Prompt>
What follows is a set of records; copy all of it exactly.
----------------------------------------
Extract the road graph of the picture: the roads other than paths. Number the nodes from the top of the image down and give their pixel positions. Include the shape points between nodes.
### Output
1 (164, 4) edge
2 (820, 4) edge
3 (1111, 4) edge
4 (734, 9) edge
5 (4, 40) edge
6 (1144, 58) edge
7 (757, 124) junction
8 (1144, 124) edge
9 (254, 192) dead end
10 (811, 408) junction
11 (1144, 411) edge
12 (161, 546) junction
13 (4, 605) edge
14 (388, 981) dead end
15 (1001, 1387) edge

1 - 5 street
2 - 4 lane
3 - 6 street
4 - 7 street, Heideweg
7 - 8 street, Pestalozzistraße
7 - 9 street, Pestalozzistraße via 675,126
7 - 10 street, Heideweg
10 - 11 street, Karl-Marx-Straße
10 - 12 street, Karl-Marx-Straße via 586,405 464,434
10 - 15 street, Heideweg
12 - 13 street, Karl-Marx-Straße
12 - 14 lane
----------------------------------------
Response below>
Extract the road graph of the picture: the roads other than paths. Number the nodes from the top of the image down and give their pixel positions. Include the shape points between nodes.
### Output
1 (164, 4) edge
2 (820, 4) edge
3 (1111, 4) edge
4 (734, 9) edge
5 (4, 40) edge
6 (1144, 58) edge
7 (757, 124) junction
8 (1144, 124) edge
9 (254, 192) dead end
10 (811, 408) junction
11 (1144, 411) edge
12 (161, 546) junction
13 (4, 605) edge
14 (388, 981) dead end
15 (1001, 1387) edge

1 - 5 street
2 - 4 lane
3 - 6 street
4 - 7 street, Heideweg
7 - 8 street, Pestalozzistraße
7 - 9 street, Pestalozzistraße via 675,126
7 - 10 street, Heideweg
10 - 11 street, Karl-Marx-Straße
10 - 12 street, Karl-Marx-Straße via 586,405 464,434
10 - 15 street, Heideweg
12 - 13 street, Karl-Marx-Straße
12 - 14 lane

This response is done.